Doing this type of integration using (mostly) ruby felt very enabling. Cheers to the commmunity! Hope you find the widget useful.
Now, back to the v0.19.0
feature announcements.
Happy Eyeballs v2
The main new feature coming in v0.19.0
is Happy Eyeballs support. If you want to know about it in detail you can read the RFC. But the tl;dr is: the DNS layer will request for IPv6 and IPv4 addresses in parallel, and privilege IPv6 connectivity whenever possible (under the conditions defined by the RFC).
Why?
Prior to v0.19.0
, httpx
would resolve hostnames by first attempting an IPv4 address resolution (DNS A record), and only if the request would fail it’d request for an IPv6 address (DNS AAAA record). In a nutshell, “IPv4 first”.
This decision was taken a long time ago, due to personal experiences with poor quality IPv6-enabled networks, and an assumption that if you target “stable legacy” IPv4 connectivity, I’d have less worries about support.
Yet this always seemed counter-intuitive to httpx
mission: it enables seamless HTTP/2, but it gets you stuck with IPv4? That sounds off. Sure, ruby’s mainly used in the cloud, where private networks have been IPv4-only for a long time, but that’s changing.
How?
All of the DNS strategies are using it now. The :native
(default, pure ruby) resolver opens 2 sockets, one for each IP family, and uses them for each request; the :https
(DoH) resolver uses the same HTTP/2 connection to multiplex both requests; the :system
resolver was modified to use getaddrinfo
(and doesn’t block anymore), which already does dual-stack under the hood. Caches are also dual-stack aware, as is the hosts resolver.
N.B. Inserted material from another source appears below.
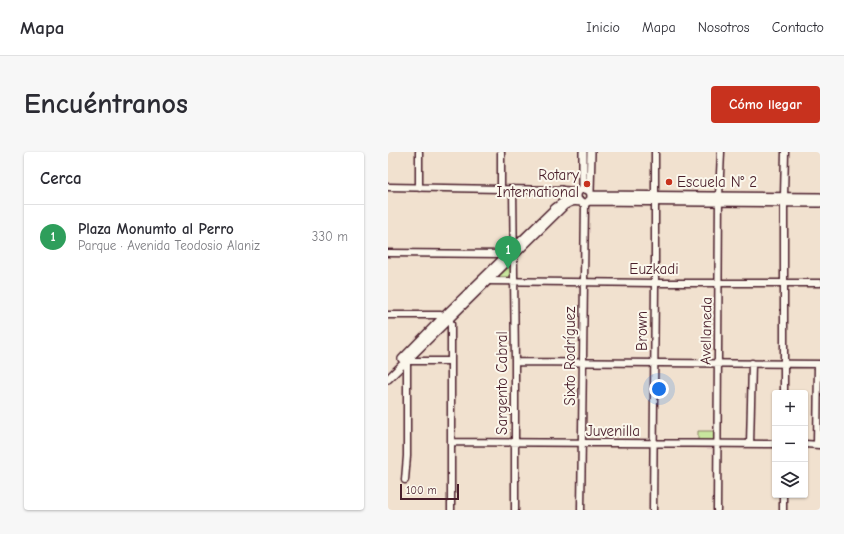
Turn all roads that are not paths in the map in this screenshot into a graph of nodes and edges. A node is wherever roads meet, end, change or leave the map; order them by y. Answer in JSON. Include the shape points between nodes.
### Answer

One thing to note is that both the :native
and :https
resolver are DNS-based load balancing friendly, whereas the :system
resolver is not, due to its reliance on getaddrinfo
, which orders IPs before handing them to the caller, thereby changing the order in which they were returned by the DNS server.
Wrap up
There were also plenty of improvements in the proxy layer, and another round of bugfixes. Give it a try!